Sometimes we find the Vajrayana school listed as part of the Mahayana schools. We can also find Vajrayana as a synonym of Tibetan Buddhism, which is not entirely correct. Tibetan Buddhism is part of the Mahayana tradition and has incorporated many esoteric elements of Vajrayana.
Zen Buddhism
Zen Buddhism entered Japan from China (where it was known as Chan Buddhism) around the 7th century CE. It focuses almost entirely on a specific form of meditation that claims to lead to a higher level of awareness or enlightenment. One of the core ideas of Zen Buddhism is that everyone has the potential to become enlightened and that the way to achieve such a goal is through meditation, which explains why the emphasis on meditation is the most distinctive feature of this Buddhist tradition. Preconceptions and attachments are obstacles for achieving enlightment and meditation helps to wipe them away. In other words, the pure original Buddha nature is present in everyone but we are polluted by ignorance and mental impurities. The role of meditation is so important in Zen Buddhism that the attention to rituals, scriptures and other doctrinal material is of very little importance.
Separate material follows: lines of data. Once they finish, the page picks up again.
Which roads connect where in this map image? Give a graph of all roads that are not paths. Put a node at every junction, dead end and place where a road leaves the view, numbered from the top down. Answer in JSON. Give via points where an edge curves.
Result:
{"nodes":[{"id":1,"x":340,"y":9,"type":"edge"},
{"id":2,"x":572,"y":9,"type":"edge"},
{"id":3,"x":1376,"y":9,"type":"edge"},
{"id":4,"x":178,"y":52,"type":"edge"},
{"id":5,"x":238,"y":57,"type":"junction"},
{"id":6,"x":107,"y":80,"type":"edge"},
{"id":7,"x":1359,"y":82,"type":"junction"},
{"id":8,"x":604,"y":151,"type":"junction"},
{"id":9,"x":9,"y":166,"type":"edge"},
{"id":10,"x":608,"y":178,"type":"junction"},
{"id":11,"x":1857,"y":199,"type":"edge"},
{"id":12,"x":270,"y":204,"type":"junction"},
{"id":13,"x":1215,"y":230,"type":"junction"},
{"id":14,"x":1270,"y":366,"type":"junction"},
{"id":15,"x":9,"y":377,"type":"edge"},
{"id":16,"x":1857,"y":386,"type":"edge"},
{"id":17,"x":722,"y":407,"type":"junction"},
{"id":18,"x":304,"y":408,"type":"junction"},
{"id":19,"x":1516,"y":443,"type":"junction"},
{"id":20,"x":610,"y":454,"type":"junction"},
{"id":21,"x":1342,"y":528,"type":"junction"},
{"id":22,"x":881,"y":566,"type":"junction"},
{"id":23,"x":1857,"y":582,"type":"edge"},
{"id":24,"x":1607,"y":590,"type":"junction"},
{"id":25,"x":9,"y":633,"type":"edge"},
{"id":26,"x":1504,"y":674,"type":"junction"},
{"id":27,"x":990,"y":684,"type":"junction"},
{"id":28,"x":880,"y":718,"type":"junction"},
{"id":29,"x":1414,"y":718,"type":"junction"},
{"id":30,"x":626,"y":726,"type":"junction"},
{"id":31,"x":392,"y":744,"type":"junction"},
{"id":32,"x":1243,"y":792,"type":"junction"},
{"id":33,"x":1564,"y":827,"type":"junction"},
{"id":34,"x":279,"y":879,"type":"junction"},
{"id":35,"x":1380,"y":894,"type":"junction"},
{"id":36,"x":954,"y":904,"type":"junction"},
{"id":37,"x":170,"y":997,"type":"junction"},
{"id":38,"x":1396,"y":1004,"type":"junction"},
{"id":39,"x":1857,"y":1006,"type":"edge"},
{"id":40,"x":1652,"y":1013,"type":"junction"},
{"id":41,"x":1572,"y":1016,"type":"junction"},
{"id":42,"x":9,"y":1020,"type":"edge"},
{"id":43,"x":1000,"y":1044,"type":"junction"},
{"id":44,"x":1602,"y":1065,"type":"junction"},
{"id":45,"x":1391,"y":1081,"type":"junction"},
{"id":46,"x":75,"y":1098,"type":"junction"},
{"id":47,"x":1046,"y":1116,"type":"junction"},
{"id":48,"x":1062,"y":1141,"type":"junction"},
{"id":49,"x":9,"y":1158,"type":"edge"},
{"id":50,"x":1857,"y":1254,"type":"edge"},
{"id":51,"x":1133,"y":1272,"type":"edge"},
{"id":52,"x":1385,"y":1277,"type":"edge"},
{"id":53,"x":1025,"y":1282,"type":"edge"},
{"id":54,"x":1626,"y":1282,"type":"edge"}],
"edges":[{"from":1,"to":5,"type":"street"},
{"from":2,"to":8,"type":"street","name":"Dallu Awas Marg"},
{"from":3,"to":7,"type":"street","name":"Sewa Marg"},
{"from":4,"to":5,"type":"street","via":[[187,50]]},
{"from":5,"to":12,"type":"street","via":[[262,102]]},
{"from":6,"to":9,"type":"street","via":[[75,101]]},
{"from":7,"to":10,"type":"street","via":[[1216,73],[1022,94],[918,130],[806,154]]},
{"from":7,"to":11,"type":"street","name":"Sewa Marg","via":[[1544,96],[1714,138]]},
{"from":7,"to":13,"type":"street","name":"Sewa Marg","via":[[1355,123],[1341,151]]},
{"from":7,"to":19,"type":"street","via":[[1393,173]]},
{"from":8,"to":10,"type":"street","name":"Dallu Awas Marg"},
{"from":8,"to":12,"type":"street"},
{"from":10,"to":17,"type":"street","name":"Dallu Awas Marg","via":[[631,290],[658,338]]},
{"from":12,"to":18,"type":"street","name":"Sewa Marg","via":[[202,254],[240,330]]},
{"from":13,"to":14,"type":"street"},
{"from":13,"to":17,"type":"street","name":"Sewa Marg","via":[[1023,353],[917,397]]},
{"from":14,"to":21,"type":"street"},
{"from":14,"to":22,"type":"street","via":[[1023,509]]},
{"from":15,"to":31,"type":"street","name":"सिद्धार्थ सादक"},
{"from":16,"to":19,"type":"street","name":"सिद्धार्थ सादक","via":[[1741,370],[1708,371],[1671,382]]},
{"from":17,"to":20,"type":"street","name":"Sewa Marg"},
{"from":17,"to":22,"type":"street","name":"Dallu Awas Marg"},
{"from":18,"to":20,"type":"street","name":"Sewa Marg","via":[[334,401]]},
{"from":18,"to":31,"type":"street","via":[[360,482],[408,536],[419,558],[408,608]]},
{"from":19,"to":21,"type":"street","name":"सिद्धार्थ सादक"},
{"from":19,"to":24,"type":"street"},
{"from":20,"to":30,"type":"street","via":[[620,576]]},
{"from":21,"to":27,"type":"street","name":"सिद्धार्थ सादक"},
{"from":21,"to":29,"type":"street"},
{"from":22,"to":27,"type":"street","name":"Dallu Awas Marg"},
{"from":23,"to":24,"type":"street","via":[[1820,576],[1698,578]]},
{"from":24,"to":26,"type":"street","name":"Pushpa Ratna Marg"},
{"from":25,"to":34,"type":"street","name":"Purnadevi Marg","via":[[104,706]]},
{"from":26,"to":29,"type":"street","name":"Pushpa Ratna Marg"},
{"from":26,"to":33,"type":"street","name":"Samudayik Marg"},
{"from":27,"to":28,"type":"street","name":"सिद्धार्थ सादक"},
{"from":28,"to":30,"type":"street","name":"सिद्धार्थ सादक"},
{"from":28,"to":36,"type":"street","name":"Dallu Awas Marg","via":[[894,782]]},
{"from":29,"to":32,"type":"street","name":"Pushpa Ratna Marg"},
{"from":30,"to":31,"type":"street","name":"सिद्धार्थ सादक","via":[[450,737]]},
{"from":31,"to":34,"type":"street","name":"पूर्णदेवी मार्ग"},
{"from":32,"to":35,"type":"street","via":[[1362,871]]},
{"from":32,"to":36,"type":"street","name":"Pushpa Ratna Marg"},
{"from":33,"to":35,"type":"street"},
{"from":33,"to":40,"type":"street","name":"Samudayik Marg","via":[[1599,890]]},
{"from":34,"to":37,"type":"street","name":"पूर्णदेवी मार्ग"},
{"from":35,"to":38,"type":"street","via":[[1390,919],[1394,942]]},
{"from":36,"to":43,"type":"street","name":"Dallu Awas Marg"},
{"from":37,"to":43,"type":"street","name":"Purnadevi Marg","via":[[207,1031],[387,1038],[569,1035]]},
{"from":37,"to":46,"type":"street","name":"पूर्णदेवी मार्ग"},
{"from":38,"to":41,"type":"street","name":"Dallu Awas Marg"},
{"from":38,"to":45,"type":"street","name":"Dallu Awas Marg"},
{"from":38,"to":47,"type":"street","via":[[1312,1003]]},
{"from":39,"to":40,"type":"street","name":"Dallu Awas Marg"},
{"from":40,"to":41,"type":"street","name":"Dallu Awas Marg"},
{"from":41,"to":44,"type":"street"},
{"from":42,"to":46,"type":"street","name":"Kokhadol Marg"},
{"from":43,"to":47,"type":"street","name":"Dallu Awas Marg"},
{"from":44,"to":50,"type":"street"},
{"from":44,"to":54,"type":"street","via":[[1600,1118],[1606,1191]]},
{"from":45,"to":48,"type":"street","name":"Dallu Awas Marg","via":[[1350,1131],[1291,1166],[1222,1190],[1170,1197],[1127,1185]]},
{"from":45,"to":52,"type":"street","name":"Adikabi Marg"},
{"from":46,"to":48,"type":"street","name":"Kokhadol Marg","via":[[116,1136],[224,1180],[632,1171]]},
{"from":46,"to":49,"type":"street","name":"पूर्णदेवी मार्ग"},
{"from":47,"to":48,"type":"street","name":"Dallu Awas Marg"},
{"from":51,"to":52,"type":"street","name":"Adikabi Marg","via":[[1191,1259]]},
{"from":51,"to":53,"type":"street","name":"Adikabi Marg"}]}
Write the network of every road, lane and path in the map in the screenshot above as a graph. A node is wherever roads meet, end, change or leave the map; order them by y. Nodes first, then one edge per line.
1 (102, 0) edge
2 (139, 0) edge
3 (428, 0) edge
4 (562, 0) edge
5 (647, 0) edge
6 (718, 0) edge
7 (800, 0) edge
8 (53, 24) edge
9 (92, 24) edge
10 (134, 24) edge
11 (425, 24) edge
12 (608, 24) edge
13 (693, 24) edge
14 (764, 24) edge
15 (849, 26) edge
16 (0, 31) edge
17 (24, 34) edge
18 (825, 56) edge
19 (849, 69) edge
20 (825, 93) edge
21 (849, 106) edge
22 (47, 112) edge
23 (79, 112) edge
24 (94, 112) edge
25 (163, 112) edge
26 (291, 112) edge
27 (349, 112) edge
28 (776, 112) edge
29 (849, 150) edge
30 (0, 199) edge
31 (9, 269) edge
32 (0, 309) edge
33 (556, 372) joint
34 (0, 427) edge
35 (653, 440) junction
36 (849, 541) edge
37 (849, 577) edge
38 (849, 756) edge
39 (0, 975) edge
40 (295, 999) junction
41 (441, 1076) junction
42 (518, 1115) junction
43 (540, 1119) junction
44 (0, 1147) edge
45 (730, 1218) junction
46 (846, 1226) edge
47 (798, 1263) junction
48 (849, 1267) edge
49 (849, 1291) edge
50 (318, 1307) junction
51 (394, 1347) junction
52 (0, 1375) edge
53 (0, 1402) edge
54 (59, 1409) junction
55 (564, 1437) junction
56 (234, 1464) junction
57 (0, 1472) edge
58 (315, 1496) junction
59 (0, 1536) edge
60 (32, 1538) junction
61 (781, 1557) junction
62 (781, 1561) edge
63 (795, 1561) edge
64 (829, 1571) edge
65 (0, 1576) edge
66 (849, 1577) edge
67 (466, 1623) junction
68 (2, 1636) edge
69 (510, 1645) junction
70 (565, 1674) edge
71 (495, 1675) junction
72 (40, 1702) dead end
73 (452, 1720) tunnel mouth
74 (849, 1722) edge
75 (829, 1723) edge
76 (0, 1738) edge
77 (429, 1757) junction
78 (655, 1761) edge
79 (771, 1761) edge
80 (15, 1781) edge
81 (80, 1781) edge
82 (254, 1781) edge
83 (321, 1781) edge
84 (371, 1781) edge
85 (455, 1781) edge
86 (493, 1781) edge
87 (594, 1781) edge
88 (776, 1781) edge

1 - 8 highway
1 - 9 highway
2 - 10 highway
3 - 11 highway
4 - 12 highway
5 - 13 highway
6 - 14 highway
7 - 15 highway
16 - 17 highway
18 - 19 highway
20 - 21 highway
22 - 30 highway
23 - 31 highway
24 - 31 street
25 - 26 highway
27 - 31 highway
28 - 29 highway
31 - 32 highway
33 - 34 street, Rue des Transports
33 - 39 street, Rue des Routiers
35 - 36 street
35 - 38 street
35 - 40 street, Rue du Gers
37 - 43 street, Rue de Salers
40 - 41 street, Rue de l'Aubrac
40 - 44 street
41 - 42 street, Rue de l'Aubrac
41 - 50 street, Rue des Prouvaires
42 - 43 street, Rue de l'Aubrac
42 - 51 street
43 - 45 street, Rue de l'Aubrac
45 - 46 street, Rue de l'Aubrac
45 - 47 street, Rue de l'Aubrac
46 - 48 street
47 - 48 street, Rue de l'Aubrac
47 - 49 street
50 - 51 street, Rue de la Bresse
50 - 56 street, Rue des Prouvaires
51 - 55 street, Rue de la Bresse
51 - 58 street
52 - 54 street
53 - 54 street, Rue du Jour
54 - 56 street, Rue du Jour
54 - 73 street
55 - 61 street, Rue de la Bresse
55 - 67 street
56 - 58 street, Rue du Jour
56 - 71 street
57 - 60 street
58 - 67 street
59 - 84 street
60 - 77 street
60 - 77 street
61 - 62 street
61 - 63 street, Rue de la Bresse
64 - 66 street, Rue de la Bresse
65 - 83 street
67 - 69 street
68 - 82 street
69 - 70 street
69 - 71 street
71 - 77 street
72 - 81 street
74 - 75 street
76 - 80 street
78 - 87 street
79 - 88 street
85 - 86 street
There are records of a ruthless persecution against this Buddhist tradition in China about 845 CE (where it was still called Chan at that time), under the rule of Emperor Wuzhong (r. 841-846 CE). It was probably motivated by the increasing popularity and great wealth of this Buddhist order. Clergy was laicized and monasteries confiscated. Around this period a new technique to achieve enlightenment entered Zen: the koan (gong’an in Chinese). Koans are riddles designed to confound the intellect and lead the mind of the Zen student to make intuitive jumps toward realization of truth.
How can the eye see itself without a mirror?
How can you clap with one hand?
If we have attained this birth due to our karma (deeds) in our previous births, then how did we get our first birth?
These riddles are not metaphors, they are simply nonsense, and that is the point. Intellect, Zen claims, is not the road to enlightenment.